The Rustler and the Lady

The wind stirred the darkness of trees,
And the moon sailed upon evening breeze.
A black ribbon of road led right to the door,
As a pounding of hooves was felt to the core.
So ... he rode, on a stallion of grace,
The starlight did touch his features of face.
Dressed all in black, not to be seen,
He pulled down his hat, no memory to glean.
His mission to meet his lady of love,
A pebble he threw at windows above.
No light was drawn when hearts would greet,
The stockman's daughter soon stood at his feet.
One kiss exchanged, but this was a crime,
The shadows did feel that moment in time.
When one's promise was seen as a wrong,
The words of his true love do cry in a song.

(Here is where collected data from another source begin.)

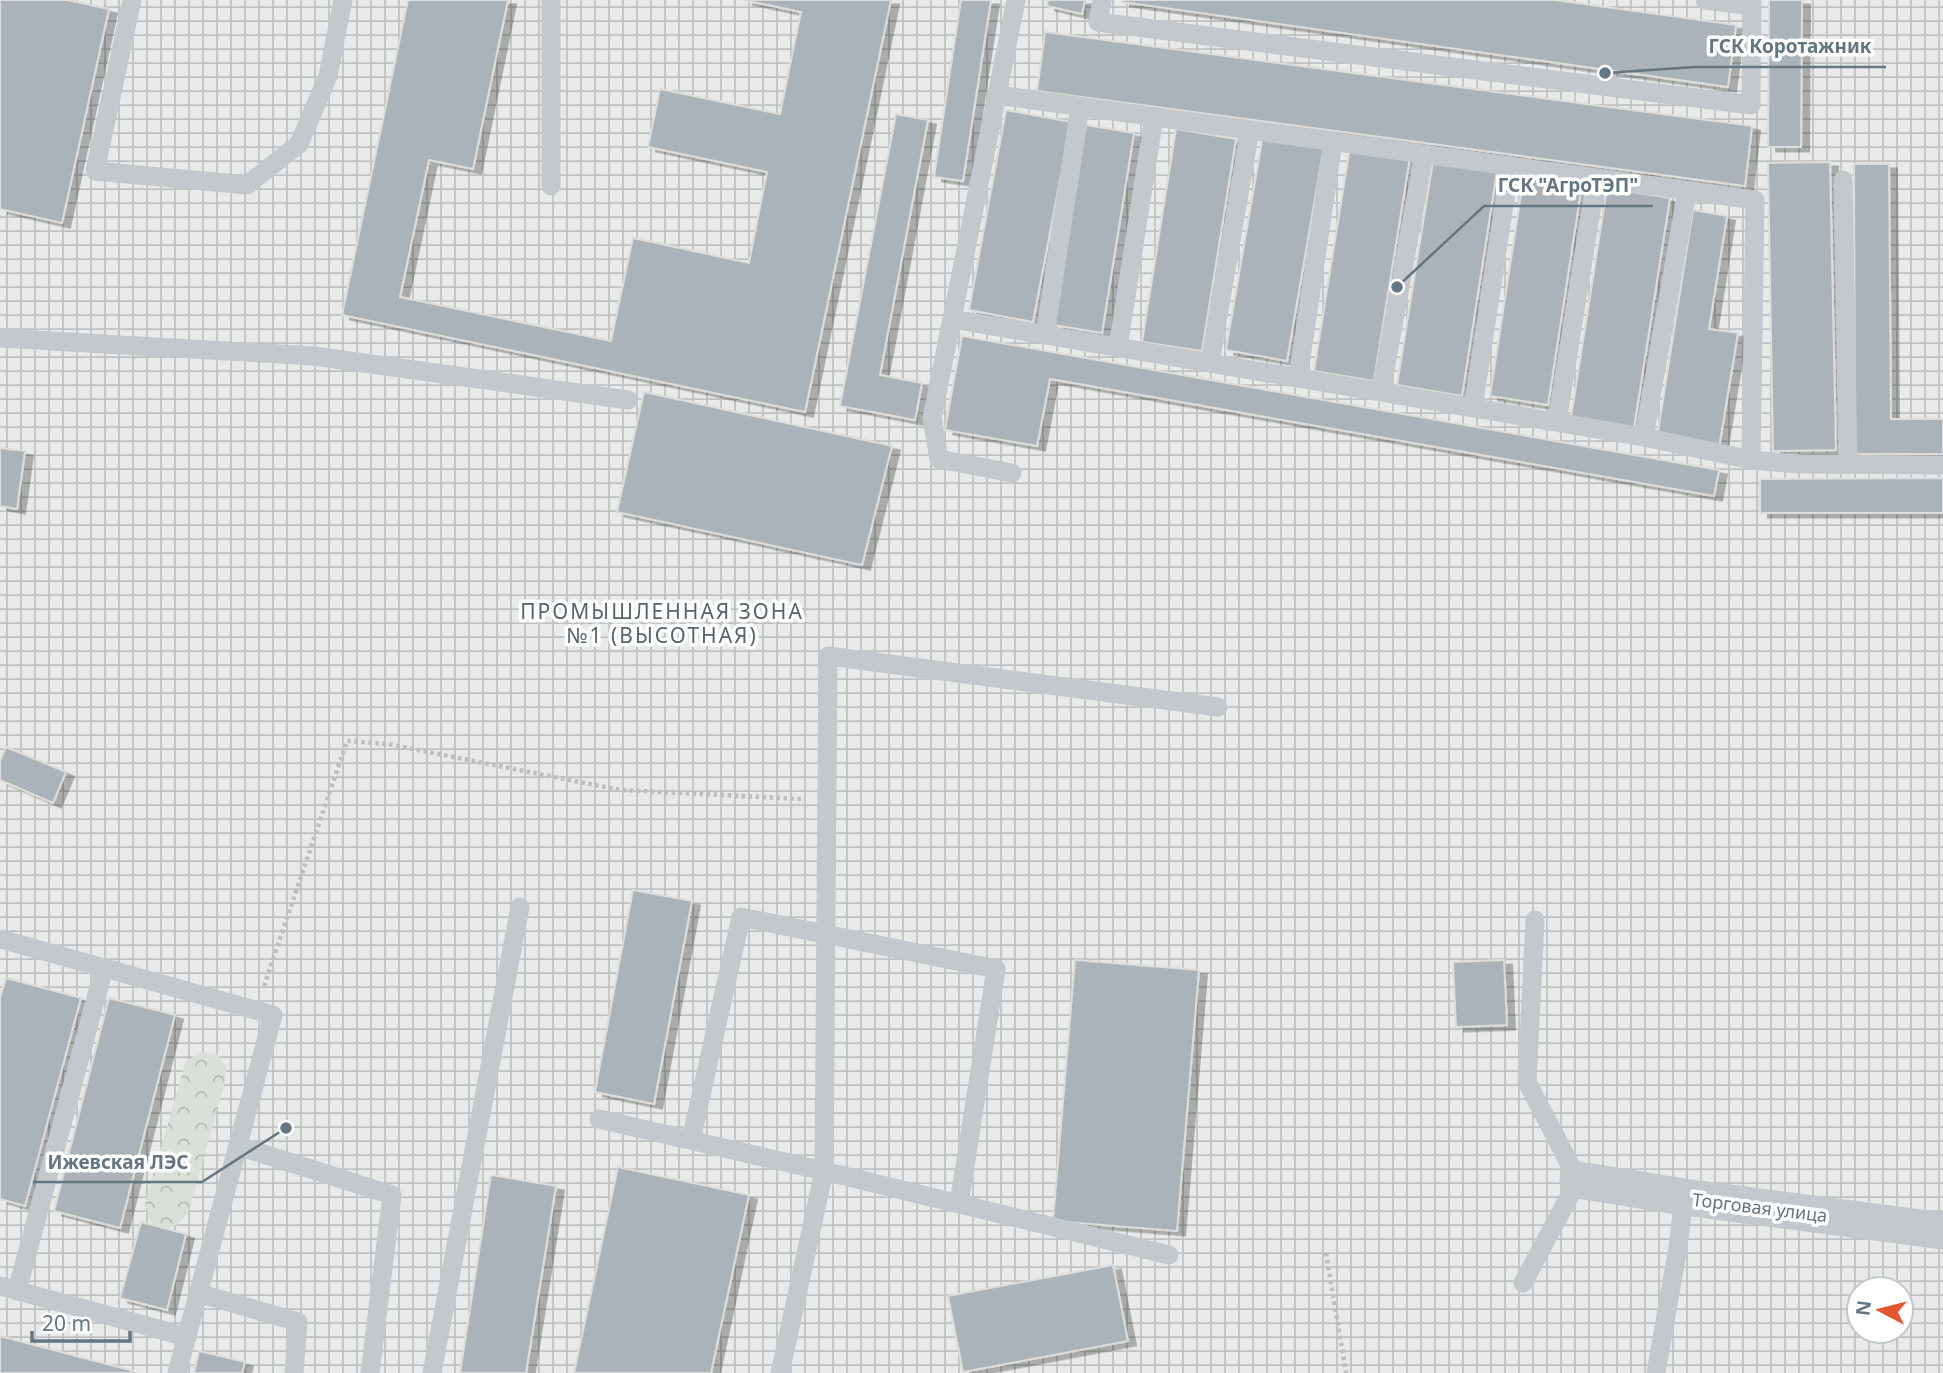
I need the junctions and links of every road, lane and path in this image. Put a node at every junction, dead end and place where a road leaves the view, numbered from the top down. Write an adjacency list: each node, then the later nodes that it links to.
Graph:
1 (132, 0): 2 (lane)
2 (343, 0)
3 (551, 0): 17 (lane)
4 (1016, 0): 8 (lane)
5 (1102, 0): 7 (lane)
6 (1705, 0): 7 (lane)
7 (1752, 3)
8 (997, 95): 9 (lane); 19 (lane)
9 (1080, 107): 10 (lane); 20 (lane)
10 (1154, 117): 11 (lane); 22 (lane)
11 (1250, 130): 12 (lane); 23 (lane)
12 (1333, 142): 13 (lane); 24 (lane)
13 (1424, 154): 14 (lane); 25 (lane)
14 (1510, 166): 15 (lane); 27 (lane)
15 (1596, 178): 18 (lane); 28 (lane)
16 (1843, 180): 31 (lane)
17 (551, 186)
18 (1687, 191): 29 (lane); 30 (lane)
19 (952, 319): 20 (lane); 33 (lane)
20 (1045, 335): 22 (lane)
21 (0, 338): 26 (lane)
22 (1118, 347): 23 (lane)
23 (1210, 363): 24 (lane)
24 (1298, 378): 25 (lane)
25 (1381, 392): 27 (lane)
26 (628, 400)
27 (1473, 408): 28 (lane)
28 (1557, 422): 29 (lane)
29 (1643, 436): 30 (lane)
30 (1751, 460): 31 (lane)
31 (1848, 465): 32 (lane)
32 (1943, 466)
33 (1012, 472)
34 (1218, 707): 35 (lane)
35 (826, 800): 38 (lane); 41 (path)
36 (520, 906): 59 (lane)
37 (1535, 920): 46 (lane)
38 (825, 934): 43 (lane); 45 (lane); 48 (lane)
39 (0, 939): 40 (lane)
40 (104, 968): 41 (lane); 53 (lane)
41 (256, 1010): 44 (lane)
42 (598, 1119): 43 (lane)
43 (691, 1140): 45 (lane)
44 (238, 1146): 54 (lane); 58 (lane)
45 (824, 1171): 48 (lane); 60 (lane)
46 (1578, 1180): 47 (street, Торговая улица); 52 (lane)
47 (1684, 1197): 49 (street, Торговая улица); 62 (lane)
48 (959, 1204): 51 (lane)
49 (1943, 1231)
50 (1326, 1253): 61 (path)
51 (1168, 1255)
52 (1523, 1283)
53 (8, 1289): 55 (lane)
54 (198, 1293): 55 (lane); 57 (lane)
55 (187, 1337): 56 (lane)
56 (177, 1373)
57 (295, 1373)
58 (370, 1373)
59 (432, 1373)
60 (780, 1373)
61 (1346, 1373)
62 (1656, 1373)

She pleaded and begged then turned well away,
He answered by saying, 'Later I'll stay.
Just one more herd, before morning's light,
Then I'll surrender to all that is right.'
A wrangler did hear these words of a sin,
It cut at his heart, for the daughter he'd win.
This was his dream, and forever be more,
 For on this night he'd even the score.
It was not he who stroked at her hair,
He knew this then, that she would not care.
The rustler evoked the most sensual of sighs,
A caress of her skin, while closing her eyes.
Her perfume did mingle with sweetness of breath,
But the shades foretold of a coming of death.
The outlaw soon rode through the velvet of dark,
The whispers of treason, he never would hark.
That the moon did signal the blue-coated men,
Who trooped to the station, the number of ten.
They captured the daughter and drew her aside,
'Now tell us where, and when does he ride.'
 She would not answer, ignoring the lust,
Knowing in soul she'd turn dust into dust.
So turning away with a shaking of head,
A betrayal was naught, she'd rather be dead!
The hours did crawl, dwelling on fears,
And the stockman's daughter's spilling of tears.
She could not tell her lover of heart,
No hearing of danger right from the start.
Should she scream, or should she refrain,
Must she endure this coldness of pain?
Maybe she'd flee, can she but dare?
The light of the moon showed a road that was bare.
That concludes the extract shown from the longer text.